Clinical trial findings present clinicians with a difficult choice, as the cost of 8 mg rosiglitazone per day, for 3 years would be nearly £1330 (DREAM Trial Investigators et al, 2006), whereas the cost of 850 mg twice daily of metformin (as per DPP) would cost less than £20 for 3 years (Knowler et al, 2002), resulting in a 60% and 31% decrease in the incidence of diabetes, respectively. On the other hand, the cost of lifestyle intervention in the DPP study is $2269 per person over 3 years, resulting in a 58% reduction in the progression of diabetes (Knowler et al, 2002).

Apart from anti-diabetes treatments, another pharmacological agent used to prevent diabetes is the anti-obesity agent orlistat. One study in particular, the XENDOS (Xenical in the Prevention of Diabetes in Obese Subjects), compared the effects of orlistat (Xenical) and lifestyle intervention with lifestyle intervention alone in people with normoglycaemia or IGT. In this study there was a 37% reduction in the development of diabetes in the orlistat and lifestyle intervention group compared with the group that used lifestyle intervention alone (Torgerson et al, 2004).

Cost implications
It is clear from the above findings that prevention of diabetes has an important role in reducing the global diabetes burden. However, like all prevention schemes, there are cost implications. Economic studies are therefore needed to answer two key questions about any intervention to prevent diabetes: how much does it cost and is it good value?

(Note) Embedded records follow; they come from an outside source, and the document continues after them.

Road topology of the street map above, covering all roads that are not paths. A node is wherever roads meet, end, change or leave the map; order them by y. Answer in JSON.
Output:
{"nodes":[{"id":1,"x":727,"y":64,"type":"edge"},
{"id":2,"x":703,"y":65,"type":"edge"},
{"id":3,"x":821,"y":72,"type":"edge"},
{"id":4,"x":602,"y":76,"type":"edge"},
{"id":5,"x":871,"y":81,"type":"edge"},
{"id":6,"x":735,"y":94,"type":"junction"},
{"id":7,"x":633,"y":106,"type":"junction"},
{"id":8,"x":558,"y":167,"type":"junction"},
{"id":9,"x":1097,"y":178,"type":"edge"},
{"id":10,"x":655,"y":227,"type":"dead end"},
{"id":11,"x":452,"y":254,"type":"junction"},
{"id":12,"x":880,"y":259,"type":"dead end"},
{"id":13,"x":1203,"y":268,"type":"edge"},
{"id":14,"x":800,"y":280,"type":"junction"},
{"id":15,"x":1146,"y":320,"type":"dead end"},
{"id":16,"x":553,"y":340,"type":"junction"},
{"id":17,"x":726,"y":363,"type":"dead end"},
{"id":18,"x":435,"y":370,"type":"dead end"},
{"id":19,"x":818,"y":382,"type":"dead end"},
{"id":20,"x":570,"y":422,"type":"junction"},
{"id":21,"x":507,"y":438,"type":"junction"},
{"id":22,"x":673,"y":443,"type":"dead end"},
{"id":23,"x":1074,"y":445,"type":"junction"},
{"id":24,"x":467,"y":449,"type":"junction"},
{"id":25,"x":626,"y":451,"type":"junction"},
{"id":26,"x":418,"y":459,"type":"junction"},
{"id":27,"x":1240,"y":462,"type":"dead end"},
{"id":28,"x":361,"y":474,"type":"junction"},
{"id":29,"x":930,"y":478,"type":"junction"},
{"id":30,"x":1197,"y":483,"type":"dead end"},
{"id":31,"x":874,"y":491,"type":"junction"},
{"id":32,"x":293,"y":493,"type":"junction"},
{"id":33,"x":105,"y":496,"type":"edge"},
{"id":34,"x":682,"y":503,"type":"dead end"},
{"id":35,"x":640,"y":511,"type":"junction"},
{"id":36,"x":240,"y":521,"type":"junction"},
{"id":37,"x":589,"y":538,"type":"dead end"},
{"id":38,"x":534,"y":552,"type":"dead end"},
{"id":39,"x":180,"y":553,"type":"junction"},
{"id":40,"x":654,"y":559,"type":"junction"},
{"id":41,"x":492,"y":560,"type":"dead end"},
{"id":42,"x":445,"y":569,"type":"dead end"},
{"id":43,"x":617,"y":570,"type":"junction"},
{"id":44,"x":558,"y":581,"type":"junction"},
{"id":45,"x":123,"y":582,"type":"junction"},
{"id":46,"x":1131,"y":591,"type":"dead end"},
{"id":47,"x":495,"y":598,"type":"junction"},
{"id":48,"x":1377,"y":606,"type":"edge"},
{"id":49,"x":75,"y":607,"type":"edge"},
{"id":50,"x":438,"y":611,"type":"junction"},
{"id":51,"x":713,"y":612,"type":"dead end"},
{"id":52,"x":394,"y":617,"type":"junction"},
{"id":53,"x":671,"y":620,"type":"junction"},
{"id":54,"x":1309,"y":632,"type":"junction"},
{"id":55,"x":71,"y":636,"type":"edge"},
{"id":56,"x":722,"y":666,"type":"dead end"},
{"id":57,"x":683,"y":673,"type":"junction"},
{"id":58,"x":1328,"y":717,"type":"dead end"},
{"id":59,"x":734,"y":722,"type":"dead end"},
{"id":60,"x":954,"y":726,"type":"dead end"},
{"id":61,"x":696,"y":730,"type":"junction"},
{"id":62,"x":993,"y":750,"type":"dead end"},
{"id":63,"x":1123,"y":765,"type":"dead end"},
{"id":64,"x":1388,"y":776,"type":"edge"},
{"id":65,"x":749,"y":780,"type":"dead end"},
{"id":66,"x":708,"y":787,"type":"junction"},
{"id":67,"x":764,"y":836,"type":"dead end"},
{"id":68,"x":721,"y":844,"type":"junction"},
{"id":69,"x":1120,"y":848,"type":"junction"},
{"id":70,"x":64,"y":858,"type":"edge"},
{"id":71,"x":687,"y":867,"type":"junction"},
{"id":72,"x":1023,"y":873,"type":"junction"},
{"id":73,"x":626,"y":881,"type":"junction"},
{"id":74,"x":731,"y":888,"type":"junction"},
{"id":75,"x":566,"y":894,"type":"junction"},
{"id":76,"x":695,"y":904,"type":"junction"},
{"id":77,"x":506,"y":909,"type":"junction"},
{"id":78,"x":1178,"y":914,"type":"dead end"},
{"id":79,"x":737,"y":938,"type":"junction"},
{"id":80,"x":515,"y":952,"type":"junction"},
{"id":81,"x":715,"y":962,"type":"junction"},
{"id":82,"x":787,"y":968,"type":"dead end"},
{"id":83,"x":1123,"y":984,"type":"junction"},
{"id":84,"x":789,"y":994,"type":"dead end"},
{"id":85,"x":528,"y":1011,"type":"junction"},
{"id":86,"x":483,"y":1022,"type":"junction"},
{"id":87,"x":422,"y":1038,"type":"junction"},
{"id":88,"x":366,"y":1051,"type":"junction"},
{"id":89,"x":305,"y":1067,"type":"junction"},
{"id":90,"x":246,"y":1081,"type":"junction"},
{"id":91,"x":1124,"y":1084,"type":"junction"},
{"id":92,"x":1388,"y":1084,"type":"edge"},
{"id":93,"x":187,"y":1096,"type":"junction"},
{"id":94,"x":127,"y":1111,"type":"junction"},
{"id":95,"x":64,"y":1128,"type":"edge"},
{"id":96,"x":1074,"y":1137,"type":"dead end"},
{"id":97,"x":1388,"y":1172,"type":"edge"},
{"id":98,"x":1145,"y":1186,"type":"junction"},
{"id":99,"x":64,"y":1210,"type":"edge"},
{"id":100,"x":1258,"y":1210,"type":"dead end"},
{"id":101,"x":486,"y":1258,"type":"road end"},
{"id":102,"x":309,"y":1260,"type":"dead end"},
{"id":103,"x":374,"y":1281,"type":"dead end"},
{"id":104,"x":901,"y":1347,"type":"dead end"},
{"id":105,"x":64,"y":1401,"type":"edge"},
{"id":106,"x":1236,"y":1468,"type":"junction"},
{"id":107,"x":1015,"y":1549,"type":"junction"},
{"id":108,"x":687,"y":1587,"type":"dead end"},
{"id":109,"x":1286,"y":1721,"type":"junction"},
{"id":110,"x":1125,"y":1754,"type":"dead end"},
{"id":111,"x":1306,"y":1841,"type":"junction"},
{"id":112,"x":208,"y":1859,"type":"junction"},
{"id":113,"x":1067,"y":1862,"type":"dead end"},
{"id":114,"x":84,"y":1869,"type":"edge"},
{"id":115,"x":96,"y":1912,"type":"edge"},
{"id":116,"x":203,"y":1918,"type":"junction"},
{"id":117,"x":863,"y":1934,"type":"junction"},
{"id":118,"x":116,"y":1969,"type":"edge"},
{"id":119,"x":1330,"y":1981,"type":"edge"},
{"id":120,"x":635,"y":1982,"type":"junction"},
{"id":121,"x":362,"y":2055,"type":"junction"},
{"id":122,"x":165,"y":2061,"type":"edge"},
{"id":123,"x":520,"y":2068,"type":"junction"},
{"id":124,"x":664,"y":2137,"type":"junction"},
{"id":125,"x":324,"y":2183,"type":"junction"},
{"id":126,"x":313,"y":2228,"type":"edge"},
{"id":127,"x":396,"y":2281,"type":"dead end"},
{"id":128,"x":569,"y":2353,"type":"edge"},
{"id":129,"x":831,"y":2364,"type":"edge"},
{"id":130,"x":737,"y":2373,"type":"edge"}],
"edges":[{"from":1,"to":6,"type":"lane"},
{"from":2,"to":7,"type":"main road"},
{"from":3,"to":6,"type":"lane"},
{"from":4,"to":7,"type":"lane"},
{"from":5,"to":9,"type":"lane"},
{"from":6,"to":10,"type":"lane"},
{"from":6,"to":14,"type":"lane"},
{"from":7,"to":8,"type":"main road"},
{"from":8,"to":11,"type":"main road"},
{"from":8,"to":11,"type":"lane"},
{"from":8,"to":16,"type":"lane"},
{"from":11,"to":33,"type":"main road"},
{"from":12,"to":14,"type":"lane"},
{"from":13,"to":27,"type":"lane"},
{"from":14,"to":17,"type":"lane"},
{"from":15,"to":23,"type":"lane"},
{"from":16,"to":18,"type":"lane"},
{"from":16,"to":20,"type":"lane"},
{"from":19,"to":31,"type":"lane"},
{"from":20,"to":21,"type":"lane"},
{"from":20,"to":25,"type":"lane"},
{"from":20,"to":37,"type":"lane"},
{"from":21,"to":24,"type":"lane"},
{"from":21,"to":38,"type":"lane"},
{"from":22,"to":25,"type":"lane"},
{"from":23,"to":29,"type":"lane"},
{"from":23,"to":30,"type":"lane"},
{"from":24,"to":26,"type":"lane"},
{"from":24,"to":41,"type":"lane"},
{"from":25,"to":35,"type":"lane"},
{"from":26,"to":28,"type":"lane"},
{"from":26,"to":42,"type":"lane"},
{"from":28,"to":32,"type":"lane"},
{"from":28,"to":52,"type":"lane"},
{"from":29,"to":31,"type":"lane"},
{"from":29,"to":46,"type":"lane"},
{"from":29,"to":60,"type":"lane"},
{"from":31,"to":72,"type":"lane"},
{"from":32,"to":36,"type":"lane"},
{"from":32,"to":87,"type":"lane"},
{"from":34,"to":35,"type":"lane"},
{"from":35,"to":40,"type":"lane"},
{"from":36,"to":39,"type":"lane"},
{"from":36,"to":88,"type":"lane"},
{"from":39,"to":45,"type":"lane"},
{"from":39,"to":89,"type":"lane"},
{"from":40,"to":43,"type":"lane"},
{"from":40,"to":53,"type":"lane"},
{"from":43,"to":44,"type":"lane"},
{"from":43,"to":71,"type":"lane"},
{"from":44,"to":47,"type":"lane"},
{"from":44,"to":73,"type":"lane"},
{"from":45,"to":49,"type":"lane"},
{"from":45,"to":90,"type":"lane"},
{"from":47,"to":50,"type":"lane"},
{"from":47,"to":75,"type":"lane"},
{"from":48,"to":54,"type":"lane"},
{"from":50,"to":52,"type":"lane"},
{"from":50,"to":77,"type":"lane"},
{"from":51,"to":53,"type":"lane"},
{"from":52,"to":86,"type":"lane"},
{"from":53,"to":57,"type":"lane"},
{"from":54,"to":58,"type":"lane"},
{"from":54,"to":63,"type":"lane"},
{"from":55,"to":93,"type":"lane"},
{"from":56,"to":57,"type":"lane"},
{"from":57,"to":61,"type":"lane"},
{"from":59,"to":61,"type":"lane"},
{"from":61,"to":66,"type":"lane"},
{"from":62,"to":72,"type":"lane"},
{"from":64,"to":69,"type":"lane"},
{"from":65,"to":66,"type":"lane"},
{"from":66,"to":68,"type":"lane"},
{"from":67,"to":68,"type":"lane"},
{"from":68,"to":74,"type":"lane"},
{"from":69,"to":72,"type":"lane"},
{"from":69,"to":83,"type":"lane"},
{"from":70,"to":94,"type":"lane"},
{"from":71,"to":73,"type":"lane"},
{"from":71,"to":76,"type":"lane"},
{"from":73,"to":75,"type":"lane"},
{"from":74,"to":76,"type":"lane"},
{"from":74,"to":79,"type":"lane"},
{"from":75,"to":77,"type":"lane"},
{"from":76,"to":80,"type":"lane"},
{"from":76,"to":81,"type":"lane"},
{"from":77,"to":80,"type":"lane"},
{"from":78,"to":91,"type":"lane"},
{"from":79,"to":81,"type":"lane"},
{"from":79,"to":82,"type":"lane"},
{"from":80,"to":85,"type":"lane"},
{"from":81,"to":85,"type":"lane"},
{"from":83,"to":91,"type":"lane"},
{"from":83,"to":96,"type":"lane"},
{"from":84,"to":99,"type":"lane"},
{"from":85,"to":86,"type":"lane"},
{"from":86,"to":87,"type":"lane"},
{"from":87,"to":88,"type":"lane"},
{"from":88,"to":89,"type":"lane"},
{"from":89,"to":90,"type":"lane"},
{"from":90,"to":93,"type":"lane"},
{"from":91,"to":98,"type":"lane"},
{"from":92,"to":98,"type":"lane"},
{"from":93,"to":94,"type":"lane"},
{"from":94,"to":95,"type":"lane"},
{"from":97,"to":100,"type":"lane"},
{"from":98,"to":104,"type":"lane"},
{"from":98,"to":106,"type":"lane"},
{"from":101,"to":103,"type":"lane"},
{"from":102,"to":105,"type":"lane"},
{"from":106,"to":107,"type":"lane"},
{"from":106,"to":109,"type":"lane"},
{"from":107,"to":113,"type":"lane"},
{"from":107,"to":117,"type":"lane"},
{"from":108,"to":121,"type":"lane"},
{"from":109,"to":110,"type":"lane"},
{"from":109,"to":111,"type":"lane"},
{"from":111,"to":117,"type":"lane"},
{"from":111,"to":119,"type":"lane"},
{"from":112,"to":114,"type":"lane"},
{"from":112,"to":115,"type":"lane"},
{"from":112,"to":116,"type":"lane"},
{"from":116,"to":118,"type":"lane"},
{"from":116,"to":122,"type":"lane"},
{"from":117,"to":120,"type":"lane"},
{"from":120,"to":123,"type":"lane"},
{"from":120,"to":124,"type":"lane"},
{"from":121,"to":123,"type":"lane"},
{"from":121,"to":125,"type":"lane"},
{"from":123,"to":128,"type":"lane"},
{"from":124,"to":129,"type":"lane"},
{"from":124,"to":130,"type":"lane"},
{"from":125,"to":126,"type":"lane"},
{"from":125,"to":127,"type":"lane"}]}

In the DPP, the cost of identifying people with IGT was $139, and the cost of the metformin and lifestyle interventions over a 3‑year period, compared with the placebo intervention, was $2191 and $2269, respectively. In the metformin intervention, most of the additional cost relative to the placebo intervention was accounted for by the cost of metformin, and in the lifestyle intervention it was accounted for by staff time used for counselling and adherence monitoring (Knowler et al, 2002).

Herman et al (2005) used a model based on the DPP and the UKPDS (UK Prospective Diabetes Study) to assess the effects of lifestyle intervention and metformin in people with IGT. This study estimated that, compared with the placebo intervention, the lifestyle and metformin interventions delayed the development of type 2 diabetes by 11 years and 3 years, respectively, reduced the absolute incidence of diabetes by 20% and 8%, respectively, and improved survival by 0.5 years and 0.2 years, respectively.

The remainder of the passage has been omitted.